COMPRE UN PIPIRELO

 

—Sea buena doña cómpremelo  —El chico venía todos los sábados al medio día, traía bolsitas para  residuos   —a cien las diez  —me extendía el paquete para forzar la compra.  Ese sábado no trajo bolsitas  —Vamos doñita termino y me voy a mi casa, sea buena    — sostenía una caja abierta y se volvía cada vez más exigente

— ¿Y qué tenés ahí?   —Me asomé  y vi un objeto esférico con bordes irregulares   — ¿Qué es eso?  — Me miró triunfante, su olfato de buen vendedor le indicaba que estaba próximo a lograr su objetivo   —Es un pipirelo doña, lo puede usar para muchas cosas, para adorno, para que juegue el perro  ¡Mire se lo dejo a cincuenta!—      Desde hacía  siete años,  ya  no tenía perro.   Papá  había enfermado  y  deambulaba día y noche con su  Alzheimer,    los objetos aparecían en  lugares inesperados, una sartén en el inodoro o el jabón en la heladera, entonces se había vuelto imposible tener  una mascota. Cuando murió   ya no sentí deseos de traer un  perro y me aficioné al orden rígido y la limpieza exhaustiva.

—Doña cómpremelo—   el chico estaba ansioso, saqué del bolsillo cincuenta  pesos y se los di, le estaba por decir que se llevara la caja pero se marchó corriendo y yo quedé  inmóvil  con el recipiente  en la mano, tan inmóvil  como el pipirelo o mucho más según después pude comprobar.  Dejé la caja sobre la repisa, junto a otros   objetos sin ubicación fija.

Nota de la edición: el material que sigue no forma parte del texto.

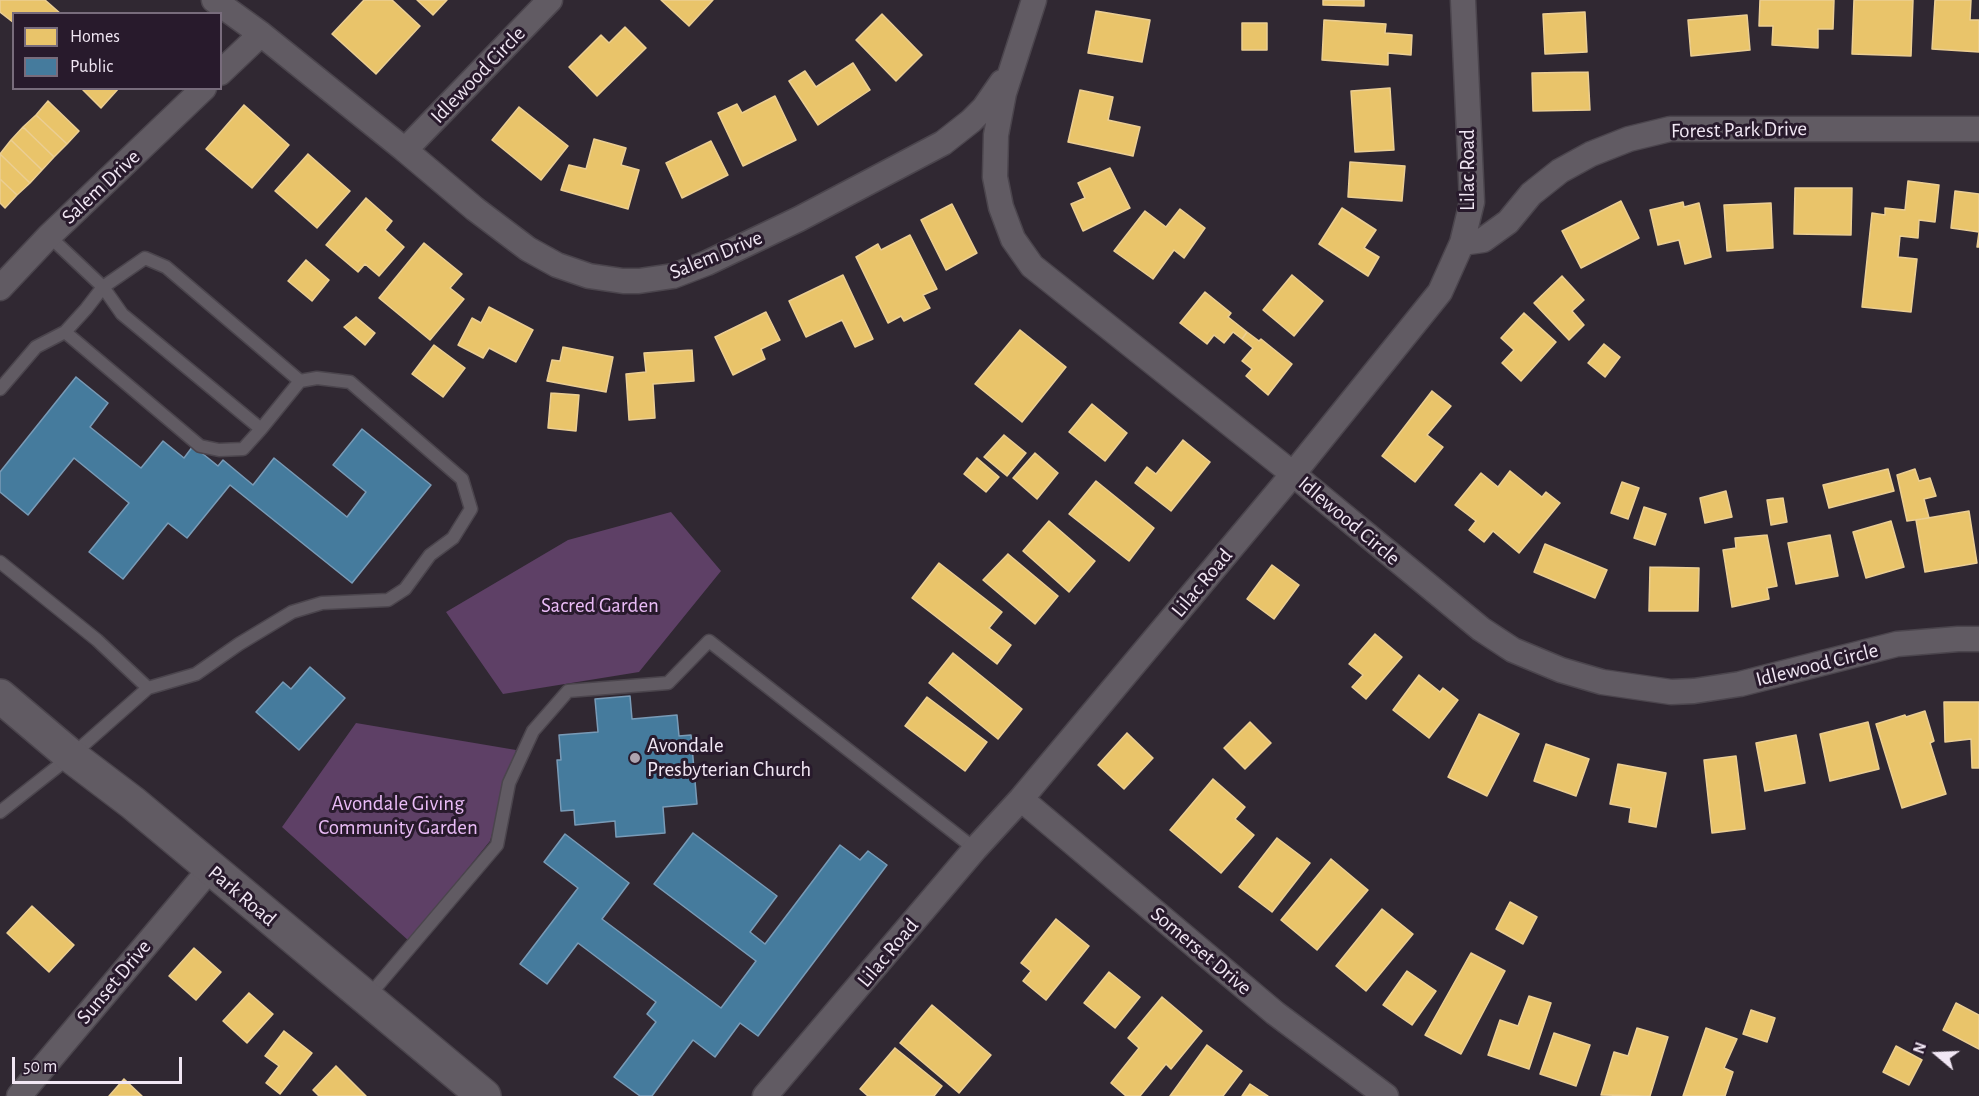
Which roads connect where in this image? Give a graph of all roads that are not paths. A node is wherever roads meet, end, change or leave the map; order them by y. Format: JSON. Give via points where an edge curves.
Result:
{"nodes":[{"id":1,"x":214,"y":0,"type":"edge"},
{"id":2,"x":550,"y":0,"type":"edge"},
{"id":3,"x":1034,"y":0,"type":"edge"},
{"id":4,"x":1463,"y":0,"type":"edge"},
{"id":5,"x":261,"y":34,"type":"junction"},
{"id":6,"x":1014,"y":62,"type":"junction"},
{"id":7,"x":222,"y":71,"type":"edge"},
{"id":8,"x":202,"y":90,"type":"edge"},
{"id":9,"x":1979,"y":129,"type":"edge"},
{"id":10,"x":405,"y":150,"type":"junction"},
{"id":11,"x":49,"y":236,"type":"junction"},
{"id":12,"x":1462,"y":243,"type":"junction"},
{"id":13,"x":103,"y":287,"type":"junction"},
{"id":14,"x":0,"y":288,"type":"edge"},
{"id":15,"x":65,"y":332,"type":"junction"},
{"id":16,"x":300,"y":381,"type":"junction"},
{"id":17,"x":0,"y":389,"type":"edge"},
{"id":18,"x":261,"y":429,"type":"junction"},
{"id":19,"x":1293,"y":474,"type":"junction"},
{"id":20,"x":0,"y":562,"type":"edge"},
{"id":21,"x":1979,"y":639,"type":"edge"},
{"id":22,"x":148,"y":688,"type":"junction"},
{"id":23,"x":0,"y":696,"type":"edge"},
{"id":24,"x":71,"y":756,"type":"junction"},
{"id":25,"x":1021,"y":799,"type":"junction"},
{"id":26,"x":0,"y":812,"type":"edge"},
{"id":27,"x":975,"y":849,"type":"junction"},
{"id":28,"x":210,"y":868,"type":"junction"},
{"id":29,"x":366,"y":999,"type":"junction"},
{"id":30,"x":18,"y":1096,"type":"edge"},
{"id":31,"x":484,"y":1096,"type":"edge"},
{"id":32,"x":765,"y":1096,"type":"edge"},
{"id":33,"x":1386,"y":1096,"type":"edge"}],
"edges":[{"from":1,"to":5,"type":"street","name":"Salem Drive"},
{"from":2,"to":10,"type":"street","name":"Idlewood Circle"},
{"from":3,"to":6,"type":"street","name":"Idlewood Circle"},
{"from":4,"to":12,"type":"street","name":"Lilac Road","via":[[1472,202]]},
{"from":5,"to":7,"type":"street"},
{"from":5,"to":10,"type":"street","name":"Salem Drive"},
{"from":6,"to":10,"type":"street","name":"Salem Drive","via":[[984,108],[943,143],[707,263],[673,276],[639,281],[589,276],[557,266],[475,209]]},
{"from":6,"to":19,"type":"street","name":"Idlewood Circle","via":[[996,135],[995,177],[1013,239],[1032,266]]},
{"from":8,"to":11,"type":"street","name":"Salem Drive"},
{"from":9,"to":12,"type":"street","name":"Forest Park Drive","via":[[1670,129],[1590,154],[1531,194],[1508,222],[1483,240]]},
{"from":11,"to":13,"type":"lane"},
{"from":11,"to":14,"type":"street","name":"Salem Drive"},
{"from":12,"to":19,"type":"street","name":"Lilac Road","via":[[1440,292]]},
{"from":13,"to":15,"type":"lane"},
{"from":13,"to":16,"type":"lane","via":[[145,258],[166,267]]},
{"from":13,"to":18,"type":"lane","via":[[122,314]]},
{"from":15,"to":17,"type":"lane","via":[[36,347]]},
{"from":15,"to":18,"type":"lane","via":[[200,446],[243,449]]},
{"from":16,"to":18,"type":"lane"},
{"from":16,"to":22,"type":"lane","via":[[317,378],[350,382],[462,479],[471,509],[453,538],[430,555],[405,590],[388,600],[322,603],[292,612],[196,674]]},
{"from":19,"to":21,"type":"street","name":"Idlewood Circle","via":[[1481,629],[1513,650],[1602,682],[1647,690],[1694,691],[1740,684],[1897,644]]},
{"from":19,"to":25,"type":"street","name":"Lilac Road"},
{"from":20,"to":22,"type":"lane","via":[[97,640]]},
{"from":22,"to":24,"type":"lane"},
{"from":23,"to":24,"type":"main road","name":"Park Road"},
{"from":24,"to":26,"type":"lane"},
{"from":24,"to":28,"type":"main road","name":"Park Road"},
{"from":25,"to":27,"type":"street","name":"Lilac Road"},
{"from":25,"to":33,"type":"street","name":"Somerset Drive","via":[[1275,1013]]},
{"from":27,"to":29,"type":"lane","via":[[710,641],[668,683],[568,691],[533,730],[509,783],[497,845]]},
{"from":27,"to":32,"type":"street","name":"Lilac Road"},
{"from":28,"to":29,"type":"main road","name":"Park Road"},
{"from":28,"to":30,"type":"street","name":"Sunset Drive"},
{"from":29,"to":31,"type":"main road","name":"Park Road"}]}
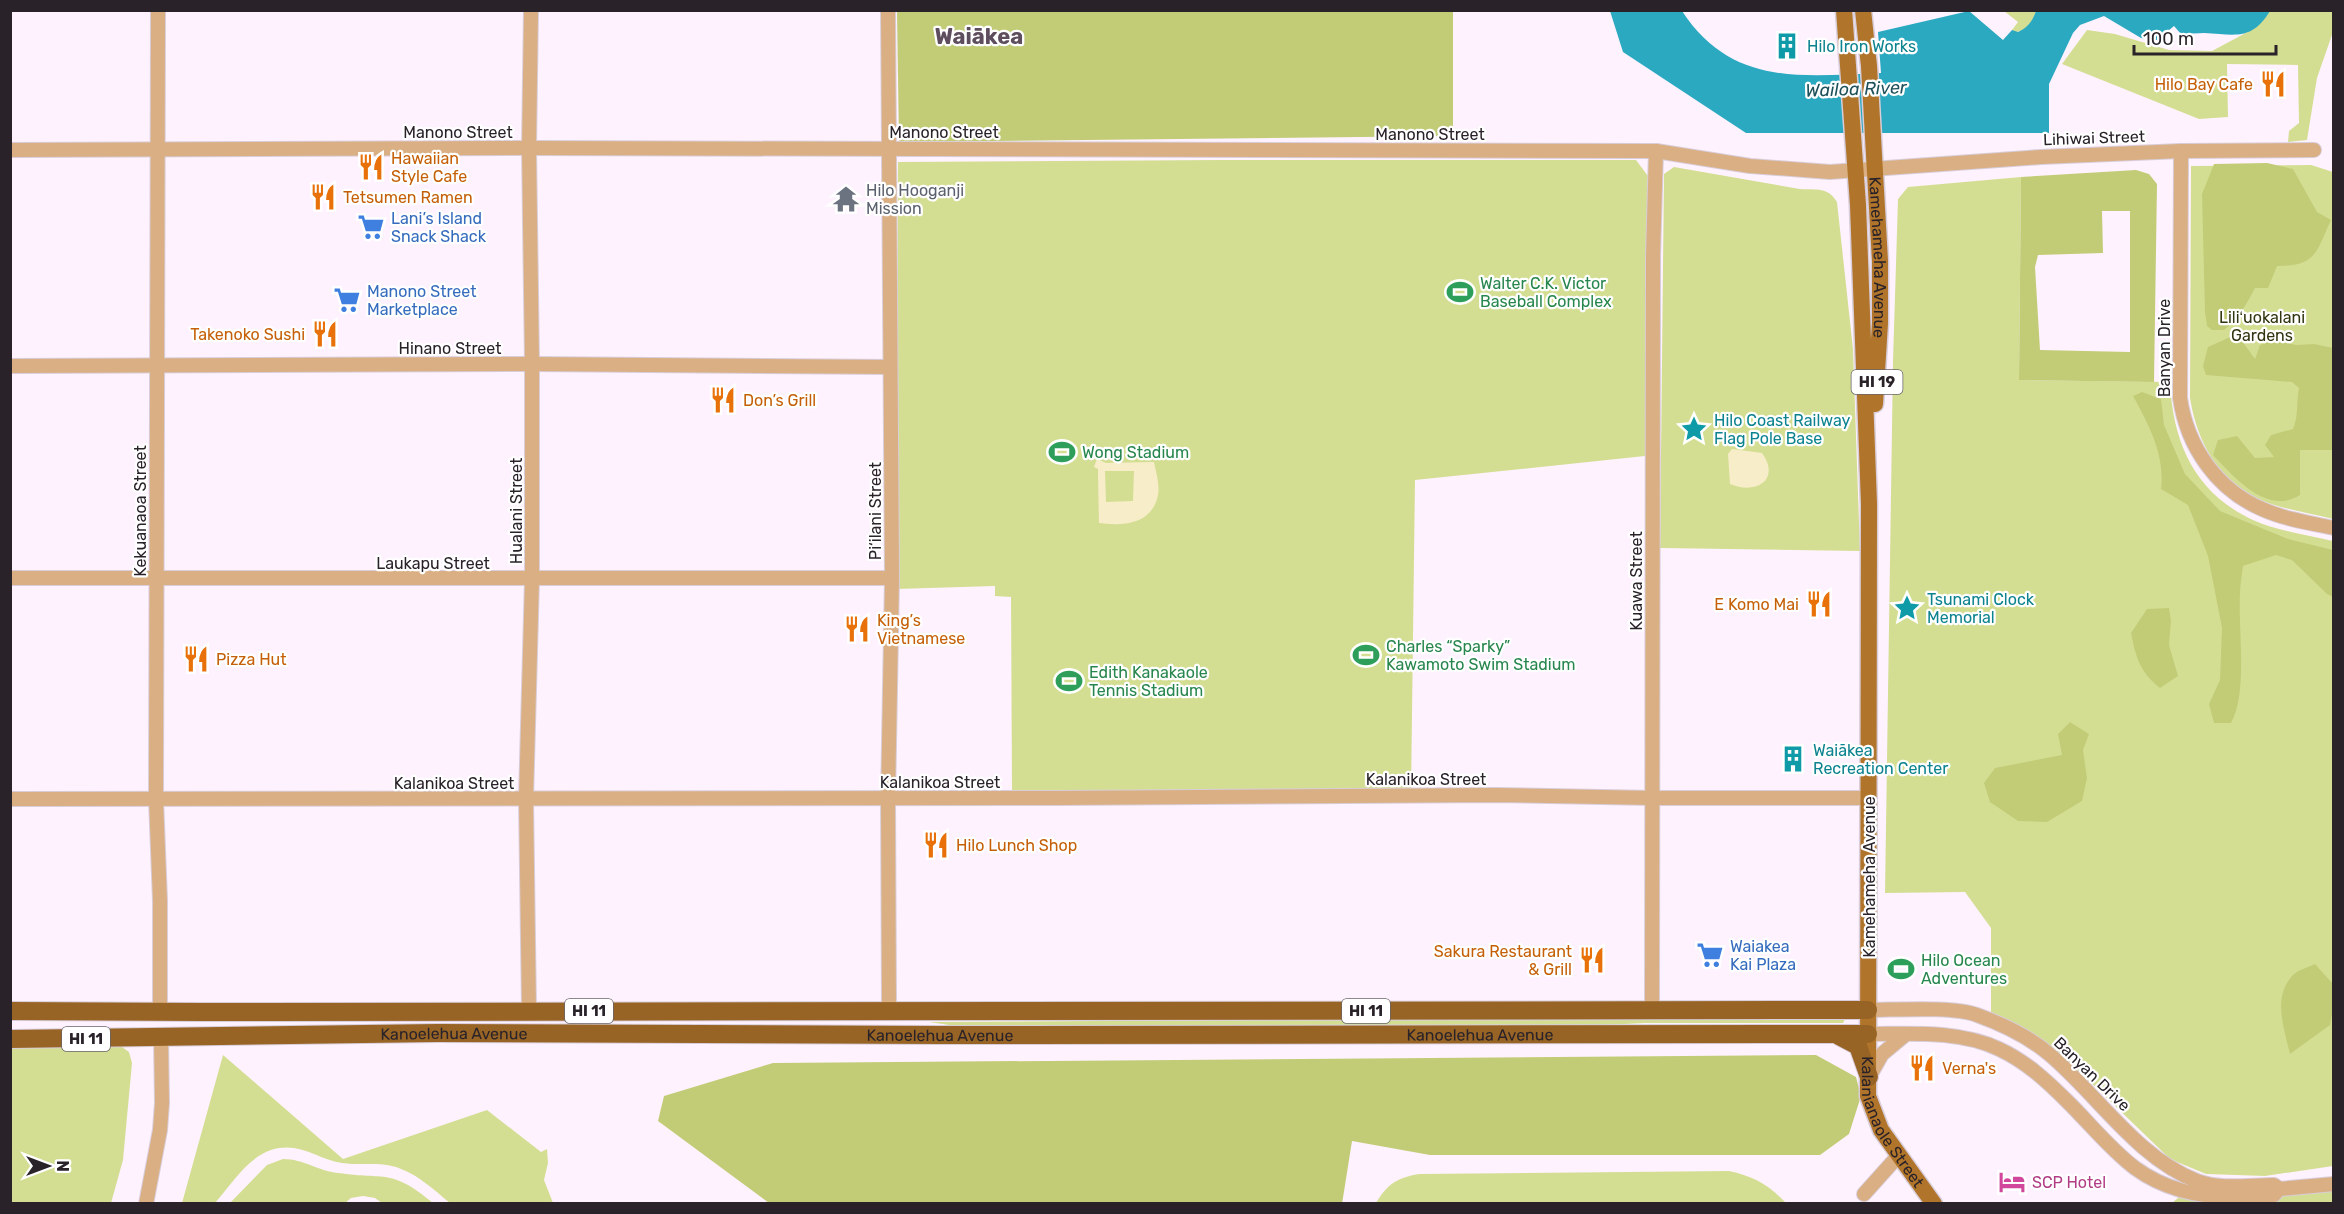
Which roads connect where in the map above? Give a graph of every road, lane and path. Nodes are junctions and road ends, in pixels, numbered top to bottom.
1 (158, 10) edge
2 (531, 10) edge
3 (888, 10) edge
4 (1844, 10) edge
5 (1863, 10) edge
6 (529, 148) junction
7 (889, 148) junction
8 (10, 150) edge
9 (157, 150) junction
10 (2314, 150) dead end
11 (1656, 151) junction
12 (2181, 152) junction
13 (1876, 170) junction
14 (1855, 171) junction
15 (532, 364) junction
16 (10, 366) edge
17 (156, 366) junction
18 (890, 367) junction
19 (1869, 504) junction
20 (2334, 528) edge
21 (10, 578) edge
22 (157, 578) junction
23 (892, 578) junction
24 (532, 579) junction
25 (1653, 798) junction
26 (1869, 798) junction
27 (10, 799) edge
28 (156, 799) junction
29 (526, 799) junction
30 (888, 799) junction
31 (1868, 1010) junction
32 (10, 1011) edge
33 (529, 1011) junction
34 (889, 1011) junction
35 (160, 1012) junction
36 (1652, 1012) junction
37 (856, 1034) junction
38 (1868, 1034) junction
39 (1906, 1034) junction
40 (942, 1035) junction
41 (1834, 1035) junction
42 (161, 1038) junction
43 (10, 1039) edge
44 (1869, 1077) junction
45 (1896, 1151) junction
46 (2334, 1184) edge
47 (2279, 1189) junction
48 (148, 1197) edge
49 (1865, 1198) edge
50 (1934, 1203) edge

1 - 9 street, Kekuanaoa Street
2 - 6 street, Hualani Street
3 - 7 street, Pi‘ilani Street
4 - 14 main road, Kamehameha Avenue / HI 19
5 - 13 main road, Kamehameha Avenue / HI 19
6 - 7 street, Manono Street
6 - 9 street, Manono Street
6 - 15 street, Hualani Street
7 - 11 street, Manono Street
7 - 18 street, Pi‘ilani Street
8 - 9 street, Manono Street
9 - 17 street, Kekuanaoa Street
10 - 12 street, Lihiwai Street
11 - 14 street, Manono Street
11 - 25 street, Kuawa Street
12 - 13 street, Lihiwai Street
12 - 20 street, Banyan Drive
13 - 14 street, Manono Street
13 - 19 main road, Kamehameha Avenue / HI 19
14 - 19 main road, Kamehameha Avenue / HI 19
15 - 17 street, Hinano Street
15 - 18 street, Hinano Street
15 - 24 street, Hualani Street
16 - 17 street, Hinano Street
17 - 22 street, Kekuanaoa Street
18 - 23 street, Pi‘ilani Street
19 - 26 main road, Kamehameha Avenue / HI 19
21 - 22 street, Laukapu Street
22 - 24 street, Laukapu Street
22 - 28 street, Kekuanaoa Street
23 - 24 street, Laukapu Street
23 - 30 street, Pi‘ilani Street
24 - 29 street, Hualani Street
25 - 26 street, Kalanikoa Street
25 - 30 street, Kalanikoa Street
25 - 36 street, Kuawa Street
26 - 31 main road, Kamehameha Avenue / HI 19
27 - 28 street, Kalanikoa Street
28 - 29 street, Kalanikoa Street
28 - 35 street, Kekuanaoa Street
29 - 30 street, Kalanikoa Street
29 - 33 street, Hualani Street
30 - 34 street, Pi‘ilani Street
31 - 36 highway, Kanoelehua Avenue / HI 11
31 - 38 main road, Kamehameha Avenue / HI 19
31 - 47 street, Banyan Drive
32 - 35 highway, Kanoelehua Avenue / HI 11
33 - 34 highway, Kanoelehua Avenue / HI 11
33 - 35 highway, Kanoelehua Avenue / HI 11
34 - 36 highway, Kanoelehua Avenue / HI 11
34 - 37 highway
34 - 40 highway
35 - 42 highway
37 - 40 highway, Kanoelehua Avenue / HI 11
37 - 42 highway, Kanoelehua Avenue / HI 11
38 - 39 street, Banyan Drive
38 - 41 highway, Kanoelehua Avenue / HI 11
38 - 44 main road, Kalanianaole Street / HI 19
39 - 44 street
39 - 47 street, Banyan Drive
40 - 41 highway, Kanoelehua Avenue / HI 11
41 - 44 highway
42 - 43 highway, Kanoelehua Avenue / HI 11
42 - 48 street
44 - 45 main road, Kalanianaole Street / HI 19
45 - 49 street
45 - 50 main road, Kalanianaole Street
46 - 47 street, Banyan Drive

Volví a recordar la compra, cuando vi la esfera fuera de la caja,  no tenía el registro de  haberla sacado.  Mi memoria, últimamente, era tan pantanosa que  tenía miedo de acabar como papá. Tiré la caja y  pensé que luego descartaría ese objeto bastante desagradable. A la mañana siguiente el pipirelo estaba en el centro de la mesa, donde solía colocar los adornos florales, me inquieté al recordar que papá  insistía en tirar las flores por la ventana hasta que dejé de ponerlas. Tuve el impulso de arrojar también el pipirelo  por la ventana pero  me dio aprensión  tocarlo. 

En el transcurso de esa semana la entidad comenzó a moverse por toda la casa, nunca pude observar sus desplazamientos pero aparecía en la cocina, dentro de alguna olla que después ya no me animaba a utilizar por temor a que fuera tóxico o se instalaba, entre la ropa,  en un armario.

Comencé a notar que por las noches despedía fluorescencias y que emanaba  un perfume dulce y rancio como  a flores viejas. No me atreví asujetarlo, en parte por la  toxicidad que sospechaba y  porque temía sentir al tacto algún latido, alguna tibieza, algún síntoma de vida en ese cuerpo hermético.

Algunos días deseo abandonar la casa, no volver nunca pero luego me apeno, me lo imagino arrastrando su absurda anatomía por los pasillos y  me  asalta  un  instinto maternal que desconocía en mí, un deseo de acunarlo para que finalmente repose y se quede quieto. Tan quieto como se quedó papá esa tarde de otoño mientras yo permanecí  fascinada, durante horas  o tal vez días, velando su respiración cada vez más apagada,  hasta  que finalmente pude llamar al doctor Ramírez que me miró muy serio y me pregunto  —Elena ¿Cuánto hace que pasó esto?

Los miércoles para mí todavía son difíciles, esos días  solía llevar a papá a los exámenes cognitivos que progresivamente se volvieron más tortuosos,  una verdadera tragedia convencerlo y  subirlo a un taxi. Ahora, los miércoles, planeo cómo entrampar al pipirelo,  se me ocurren complicados artificios pero siempre fallo en lo mismo, no sé qué poner de señuelo, desconozco sus apetencias, sus necesidades, no sé cómo atraerlo, no sé si come, si tiene frío o le gusta la música. Además, aunque lograra apresarlo no alcanzo a  dilucidar qué haría luego,  sería ideal   devolvérselo al chico de las bolsitas, algún sábado, pagarle para que  lo lleve a su lugar de origen  pero el chico no ha vuelto a pasar más y creo que si  arrojo al pipirelo   desde el quinto piso, enseguida, aparecería el doctor Ramírez  para  interrogarme  —Elena ¿Cuánto hace que pasó esto?